▶
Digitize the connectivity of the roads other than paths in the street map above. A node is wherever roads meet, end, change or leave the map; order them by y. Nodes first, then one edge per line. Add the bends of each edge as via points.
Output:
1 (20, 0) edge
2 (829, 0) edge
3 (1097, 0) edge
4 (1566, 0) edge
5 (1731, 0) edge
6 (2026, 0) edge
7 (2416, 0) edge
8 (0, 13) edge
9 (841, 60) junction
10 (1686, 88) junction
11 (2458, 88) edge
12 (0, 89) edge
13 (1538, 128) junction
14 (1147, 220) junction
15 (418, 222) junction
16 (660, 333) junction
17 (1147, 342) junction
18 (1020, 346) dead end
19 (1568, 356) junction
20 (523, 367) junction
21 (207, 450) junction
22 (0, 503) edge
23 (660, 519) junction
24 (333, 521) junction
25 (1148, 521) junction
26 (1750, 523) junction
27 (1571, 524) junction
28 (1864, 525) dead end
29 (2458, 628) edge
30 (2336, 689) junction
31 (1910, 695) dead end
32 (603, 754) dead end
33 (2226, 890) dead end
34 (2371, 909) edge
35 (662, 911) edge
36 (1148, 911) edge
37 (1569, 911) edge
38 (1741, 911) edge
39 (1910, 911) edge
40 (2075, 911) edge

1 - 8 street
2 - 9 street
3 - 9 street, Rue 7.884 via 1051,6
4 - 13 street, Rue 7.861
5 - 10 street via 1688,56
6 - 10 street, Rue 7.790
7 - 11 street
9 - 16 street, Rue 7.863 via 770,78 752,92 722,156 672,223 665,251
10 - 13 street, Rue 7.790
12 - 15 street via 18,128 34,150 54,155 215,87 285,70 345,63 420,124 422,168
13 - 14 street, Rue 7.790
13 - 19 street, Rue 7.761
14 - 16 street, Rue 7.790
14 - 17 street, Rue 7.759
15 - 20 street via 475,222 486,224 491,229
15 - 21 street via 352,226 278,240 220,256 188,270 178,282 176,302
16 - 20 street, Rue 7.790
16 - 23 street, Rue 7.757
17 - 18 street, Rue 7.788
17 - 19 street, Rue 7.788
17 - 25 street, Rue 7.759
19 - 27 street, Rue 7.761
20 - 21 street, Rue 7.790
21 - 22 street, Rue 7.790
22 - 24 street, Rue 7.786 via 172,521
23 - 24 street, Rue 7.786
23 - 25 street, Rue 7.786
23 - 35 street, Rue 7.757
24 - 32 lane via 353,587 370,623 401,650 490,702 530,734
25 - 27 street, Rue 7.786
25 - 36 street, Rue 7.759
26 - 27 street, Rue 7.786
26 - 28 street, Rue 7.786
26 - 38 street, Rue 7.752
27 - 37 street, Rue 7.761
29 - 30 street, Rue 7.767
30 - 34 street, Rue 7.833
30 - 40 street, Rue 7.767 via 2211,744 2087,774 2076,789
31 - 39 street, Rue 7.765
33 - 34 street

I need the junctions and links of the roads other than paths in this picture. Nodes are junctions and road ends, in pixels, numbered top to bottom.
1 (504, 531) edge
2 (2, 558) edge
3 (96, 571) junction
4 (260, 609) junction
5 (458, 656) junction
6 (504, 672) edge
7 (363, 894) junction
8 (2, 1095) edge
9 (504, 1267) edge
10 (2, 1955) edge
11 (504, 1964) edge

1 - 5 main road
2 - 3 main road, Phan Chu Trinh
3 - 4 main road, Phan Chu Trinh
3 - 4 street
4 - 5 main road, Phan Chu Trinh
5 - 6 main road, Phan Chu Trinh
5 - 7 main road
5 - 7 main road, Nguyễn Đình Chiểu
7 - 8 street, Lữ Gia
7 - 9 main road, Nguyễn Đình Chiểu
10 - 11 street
◀
§ WORK REQUIRED
Write each record out again exactly.

§ PROBLEM SOLUTION
Digitize the connectivity of the roads other than paths in the street map above. A node is wherever roads meet, end, change or leave the map; order them by y. Nodes first, then one edge per line. Add the bends of each edge as via points.
Output:
1 (20, 0) edge
2 (829, 0) edge
3 (1097, 0) edge
4 (1566, 0) edge
5 (1731, 0) edge
6 (2026, 0) edge
7 (2416, 0) edge
8 (0, 13) edge
9 (841, 60) junction
10 (1686, 88) junction
11 (2458, 88) edge
12 (0, 89) edge
13 (1538, 128) junction
14 (1147, 220) junction
15 (418, 222) junction
16 (660, 333) junction
17 (1147, 342) junction
18 (1020, 346) dead end
19 (1568, 356) junction
20 (523, 367) junction
21 (207, 450) junction
22 (0, 503) edge
23 (660, 519) junction
24 (333, 521) junction
25 (1148, 521) junction
26 (1750, 523) junction
27 (1571, 524) junction
28 (1864, 525) dead end
29 (2458, 628) edge
30 (2336, 689) junction
31 (1910, 695) dead end
32 (603, 754) dead end
33 (2226, 890) dead end
34 (2371, 909) edge
35 (662, 911) edge
36 (1148, 911) edge
37 (1569, 911) edge
38 (1741, 911) edge
39 (1910, 911) edge
40 (2075, 911) edge

1 - 8 street
2 - 9 street
3 - 9 street, Rue 7.884 via 1051,6
4 - 13 street, Rue 7.861
5 - 10 street via 1688,56
6 - 10 street, Rue 7.790
7 - 11 street
9 - 16 street, Rue 7.863 via 770,78 752,92 722,156 672,223 665,251
10 - 13 street, Rue 7.790
12 - 15 street via 18,128 34,150 54,155 215,87 285,70 345,63 420,124 422,168
13 - 14 street, Rue 7.790
13 - 19 street, Rue 7.761
14 - 16 street, Rue 7.790
14 - 17 street, Rue 7.759
15 - 20 street via 475,222 486,224 491,229
15 - 21 street via 352,226 278,240 220,256 188,270 178,282 176,302
16 - 20 street, Rue 7.790
16 - 23 street, Rue 7.757
17 - 18 street, Rue 7.788
17 - 19 street, Rue 7.788
17 - 25 street, Rue 7.759
19 - 27 street, Rue 7.761
20 - 21 street, Rue 7.790
21 - 22 street, Rue 7.790
22 - 24 street, Rue 7.786 via 172,521
23 - 24 street, Rue 7.786
23 - 25 street, Rue 7.786
23 - 35 street, Rue 7.757
24 - 32 lane via 353,587 370,623 401,650 490,702 530,734
25 - 27 street, Rue 7.786
25 - 36 street, Rue 7.759
26 - 27 street, Rue 7.786
26 - 28 street, Rue 7.786
26 - 38 street, Rue 7.752
27 - 37 street, Rue 7.761
29 - 30 street, Rue 7.767
30 - 34 street, Rue 7.833
30 - 40 street, Rue 7.767 via 2211,744 2087,774 2076,789
31 - 39 street, Rue 7.765
33 - 34 street

I need the junctions and links of the roads other than paths in this picture. Nodes are junctions and road ends, in pixels, numbered top to bottom.
1 (504, 531) edge
2 (2, 558) edge
3 (96, 571) junction
4 (260, 609) junction
5 (458, 656) junction
6 (504, 672) edge
7 (363, 894) junction
8 (2, 1095) edge
9 (504, 1267) edge
10 (2, 1955) edge
11 (504, 1964) edge

1 - 5 main road
2 - 3 main road, Phan Chu Trinh
3 - 4 main road, Phan Chu Trinh
3 - 4 street
4 - 5 main road, Phan Chu Trinh
5 - 6 main road, Phan Chu Trinh
5 - 7 main road
5 - 7 main road, Nguyễn Đình Chiểu
7 - 8 street, Lữ Gia
7 - 9 main road, Nguyễn Đình Chiểu
10 - 11 street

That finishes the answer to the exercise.